● **Records supplied**
= Beginning of Section =
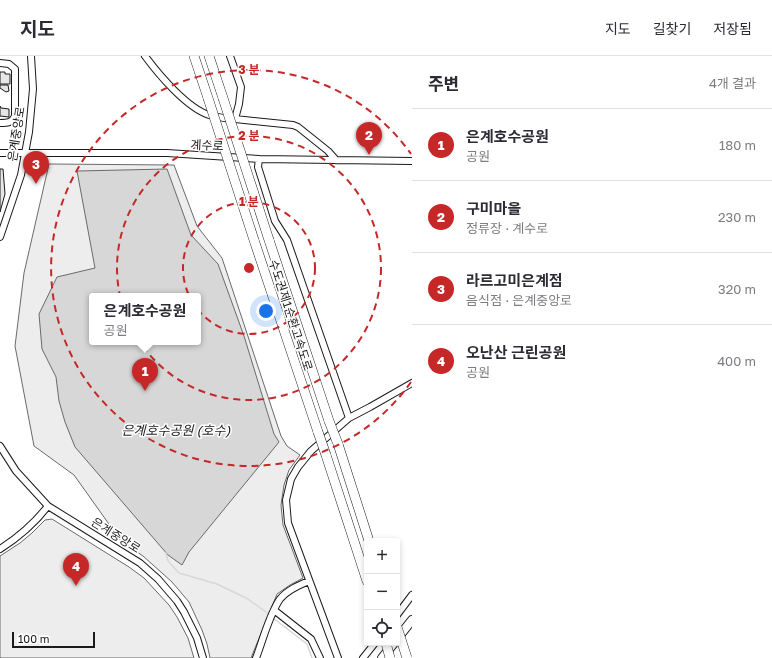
<!DOCTYPE html>
<html lang="ko">
<head>
<meta charset="utf-8">
<style>
  :root { --surface:#fff; --page:#f2f2f3; --text:#2b2b33; --muted:#7c7c81; --line:#e1e1e2; --accent:#c62828 }
  body { margin:0; font-family:"Golos Text","Noto Sans KR",sans-serif; background:var(--page); color:var(--text) }
  .controls { position:absolute; right:12px; bottom:12px; display:grid; overflow:hidden; border-radius:4px; box-shadow:0 2px 6px #0003 }
  .controls button { width:36px; height:36px; display:grid; place-items:center; padding:0; border:0; border-bottom:1px solid var(--line); background:var(--surface); color:var(--text); font:20px sans-serif }
  .scale { position:absolute; left:12px; bottom:10px; width:83px; box-sizing:border-box; padding-left:4px; border:2px solid #1a1a1a; border-top:0; font-size:11px; line-height:14px; white-space:nowrap; color:#1a1a1a; -webkit-text-stroke:3px #fff; paint-order:stroke }
  .you { position:absolute; left:266px; top:255px; width:14px; height:14px; margin:-10px; border:3px solid #fff; border-radius:50%; background:#1a73e8; box-shadow:0 0 0 6px #1a73e833 }
  .badge { display:grid; place-items:center; width:26px; height:26px; border-radius:50%; background:var(--accent); color:#fff; font-size:13px; font-weight:700 }
  .pin { position:absolute; translate:-50% -33px; filter:drop-shadow(0 1px 2px #0008) }
  .pin::after { content:''; position:absolute; top:21px; width:14px; height:12px; background:inherit; clip-path:polygon(0 0,100% 0,50% 100%) }
  .popup { position:absolute; left:89px; top:237px; width:112px; height:52px; box-sizing:border-box; display:grid; place-content:center; border-radius:4px; background:var(--surface); filter:drop-shadow(0 1px 3px #0005); font-size:13px; white-space:nowrap; color:var(--muted) }
  .popup b { font-size:15px; color:var(--text) }
  .popup::after { content:''; position:absolute; left:50%; top:100%; margin-left:-8px; border:8px solid transparent; border-top-color:var(--surface) }
  .list { margin:0; padding:0; list-style:none }
  h2 { display:flex; justify-content:space-between; align-items:center; height:52px; margin:0; padding:0 16px; font-size:17px }
  h2 small { font-size:13px; font-weight:400; color:var(--muted) }
  .list li { display:grid; grid-template-columns:26px 1fr auto; gap:12px; align-items:center; box-sizing:border-box; height:72px; padding:0 16px; border-top:1px solid var(--line) }
  .list b { display:block; font-size:15px; white-space:nowrap }
  .list p { margin:0; font-size:13px; white-space:nowrap; color:var(--muted) }
  .list em { font-size:13px; font-style:normal; color:var(--muted) }
  .icon { flex:none; width:22px; height:22px; fill:none; stroke:currentColor; stroke-width:2; stroke-linecap:round; stroke-linejoin:round }
  .map { position:relative; flex:none; width:412px; height:602px; overflow:hidden }
  header { display:flex; align-items:center; gap:24px; box-sizing:border-box; height:56px; padding:0 20px; background:var(--surface); border-bottom:1px solid var(--line) }
  header strong { font-size:19px }
  nav { display:flex; gap:22px; margin-inline-start:auto; font-size:14px }
  main { display:flex }
  aside { flex:1; background:var(--surface) }
  .map>svg:first-child { display:block }
  .built { fill:#ededed; stroke:#6a6a6a; fill-rule:evenodd }
  .water { fill:#d7d7d7; stroke:#6a6a6a; fill-rule:evenodd }
  .lines { fill:none; stroke-linecap:round; stroke-linejoin:round }
  .stream { stroke:#d7d7d7; stroke-width:1.5 }
  .building { fill:#e6e6e6; stroke:#1a1a1a }
  .minor-casing { stroke:#1a1a1a; stroke-width:8 }
  .major-casing { stroke:#1a1a1a; stroke-width:10 }
  .highway-casing { stroke:#1a1a1a; stroke-width:10 }
  .minor { stroke:#fff; stroke-width:6 }
  .major { stroke:#fff; stroke-width:8 }
  .highway { stroke:#fff; stroke-width:9 }
  .highway-bridge-casing { stroke:#1a1a1a; stroke-width:10; stroke-linecap:butt }
  .highway-bridge { stroke:#fff; stroke-width:9 }
  .ring { fill:none; stroke:#c62828; stroke-width:2; stroke-dasharray:7 5 }
  .labels { text-anchor:middle; dominant-baseline:central; stroke-width:3; stroke-linejoin:round; paint-order:stroke }
  .street-label { font-size:12px; fill:#1a1a1a; stroke:#fff }
  .water-label { font-size:13px; font-style:italic; fill:#1a1a1a; stroke:#fff }
  .centre { fill:#c62828; stroke:#fff; stroke-width:2 }
  .ring-label { font-size:12px; text-anchor:middle; font-weight:bold; fill:#c62828; stroke:#fff; stroke-width:3; stroke-linejoin:round; paint-order:stroke }
</style>
</head>
<body>
<header>
<strong>지도</strong>
<nav><a>지도</a><a>길찾기</a><a>저장됨</a></nav>
</header>
<main>
<div class="map">
<svg width="412" height="602" viewBox="0 0 412 602">
  <rect width="100%" height="100%" fill="#fff"/>
  <!-- built -->
  <path class="built" d="M49,108L174,109L197,170L222,202L281,380L287,390L300,399L289,414L284,429L281,449L283,469L303,522L290,529L277,538L251,602H210L207,588L202,574L189,546L172,526L143,500L121,485L74,419L34,390L15,290L24,217ZM92,240H198V286H92Z
    M52,463L129,511L144,522L169,549L177,561L188,582L194,602H0V500L20,487L32,477L45,464Z"/>
  <!-- water -->
  <path class="water" d="M167,113L191,179L218,208L244,280L274,378L279,386L189,496L182,509L168,499L75,391L65,366L59,345L56,321L42,293L39,258L57,221L95,212L77,115ZM92,240H198V286H92Z"/>
  <g class="lines">
    <!-- stream -->
    <path class="stream" d="M166,497L168,505L179,517L217,528L248,543L270,559
      M273,562L307,588L312,602"/>
  </g>
  <!-- building -->
  <path class="building" d="M0,16H5V18H10V28H0Z
    M0,29H8L9,35L6,36L0,32Z
    M0,50L1,52L9,53V61L0,60Z
    M0,113H3L5,138L0,156Z"/>
  <g class="lines">
    <!-- minor casing -->
    <g class="minor-casing">
      <path id="minor" d="M145,0C159,19 187,52 209,59C216,61 224,62 231,63
        M230,0L241,31L239,48L235,63L293,69L298,71L328,95L336,104
        M0,7L9,8L15,13V60C12,67 7,67 0,67
        M0,97H167L259,103L412,105
        M259,103L258,111L275,165L287,184L349,362
        M0,181L21,119L29,76L33,33L31,0
        M0,390L16,415L48,450L140,507L158,523L177,545L184,556L197,582L203,602
        M0,493C19,481 34,468 48,450
        M274,554L311,583L320,602
        M397,559L412,539
        M256,602C263,584 269,559 280,543C287,534 299,529 309,525
        M338,602L288,467L286,444L291,423L298,411L311,395L349,362L370,351L412,327
        M363,602L375,587"/>
    </g>
    <!-- major casing -->
    <g class="major-casing">
      <path id="major" d="M397,583L412,564
        M382,602L394,587"/>
    </g>
    <!-- highway casing -->
    <g class="highway-casing">
      <path id="highway" d="M194,0L208,42
        M209,0L223,42
        M254,184L318,376
        M269,184L329,365
        M338,388L369,485
        M326,399L367,525"/>
    </g>
    <!-- minor -->
    <use href="#minor" class="minor"/>
    <!-- major -->
    <use href="#major" class="major"/>
    <!-- highway -->
    <use href="#highway" class="highway"/>
    <!-- highway-bridge casing -->
    <g class="highway-bridge-casing">
      <path id="highway-bridge" d="M208,42L254,184
        M223,42L269,184
        M329,365L338,388
        M318,376L326,399
        M397,571L407,602
        M386,587L390,602"/>
    </g>
    <!-- highway-bridge -->
    <use href="#highway-bridge" class="highway-bridge"/>
  </g>
  <!-- distance rings -->
  <g class="ring">
    <circle cx="249" cy="212" r="66"/>
    <circle cx="249" cy="212" r="132"/>
    <path d="M411 326A198 198 0 1 1 411 98"/>
  </g>
  <g class="labels">
    <!-- street labels -->
    <g class="street-label">
      <text transform="translate(16 78) rotate(-81)">은계중앙로</text>
      <text transform="translate(207 89) rotate(3)">계수로</text>
      <text transform="translate(291 259) rotate(72)">수도권제1순환고속도로</text>
      <text transform="translate(116 479) rotate(32)">은계중앙로</text>
    </g>
    <!-- water labels -->
    <g class="water-label">
      <text x="176" y="374">은계호수공원 (호수)</text>
    </g>
  </g>
  <circle cx="249" cy="212" r="6" class="centre"/>
  <g class="ring-label">
    <text x="249" y="18">3 분</text>
    <text x="249" y="84">2 분</text>
    <text x="249" y="150">1 분</text>
  </g>
</svg>
<div class="controls">
<button>+</button>
<button>−</button>
<button><svg class="icon" aria-label="locate" viewBox="0 0 24 24"><circle cx="12" cy="12" r="6"/><path d="M12 2v4M12 18v4M2 12h4M18 12h4"/></svg></button>
</div>
<div class="scale">100 m</div>
<div class="you"></div>
<div class="pin badge" style="left:145px;top:335px">1</div>
<div class="popup"><b>은계호수공원</b>공원</div>
<div class="pin badge" style="left:369px;top:99px">2</div>
<div class="pin badge" style="left:36px;top:128px">3</div>
<div class="pin badge" style="left:76px;top:530px">4</div>
</div>
<aside>
<h2>주변<small>4개 결과</small></h2>
<ul class="list">
<li><span class="badge">1</span><div><b>은계호수공원</b><p>공원</p></div><em>180 m</em></li>
<li><span class="badge">2</span><div><b>구미마을</b><p>정류장 · 계수로</p></div><em>230 m</em></li>
<li><span class="badge">3</span><div><b>라르고미은계점</b><p>음식점 · 은계중앙로</p></div><em>320 m</em></li>
<li><span class="badge">4</span><div><b>오난산 근린공원</b><p>공원</p></div><em>400 m</em></li>
</ul>
</aside>
</main>
</body>
</html>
= End of Section =
● **What to work on**
Using the entries shown above, reproduce verbatim the lines from the line bearing "display:grid; grid-template-columns:26px 1fr" to the line bearing "font-size:13px; font-style:normal; color:var(--muted)", inclusive.

● **Solution below**
  .list li { display:grid; grid-template-columns:26px 1fr auto; gap:12px; align-items:center; box-sizing:border-box; height:72px; padding:0 16px; border-top:1px solid var(--line) }
  .list b { display:block; font-size:15px; white-space:nowrap }
  .list p { margin:0; font-size:13px; white-space:nowrap; color:var(--muted) }
  .list em { font-size:13px; font-style:normal; color:var(--muted) }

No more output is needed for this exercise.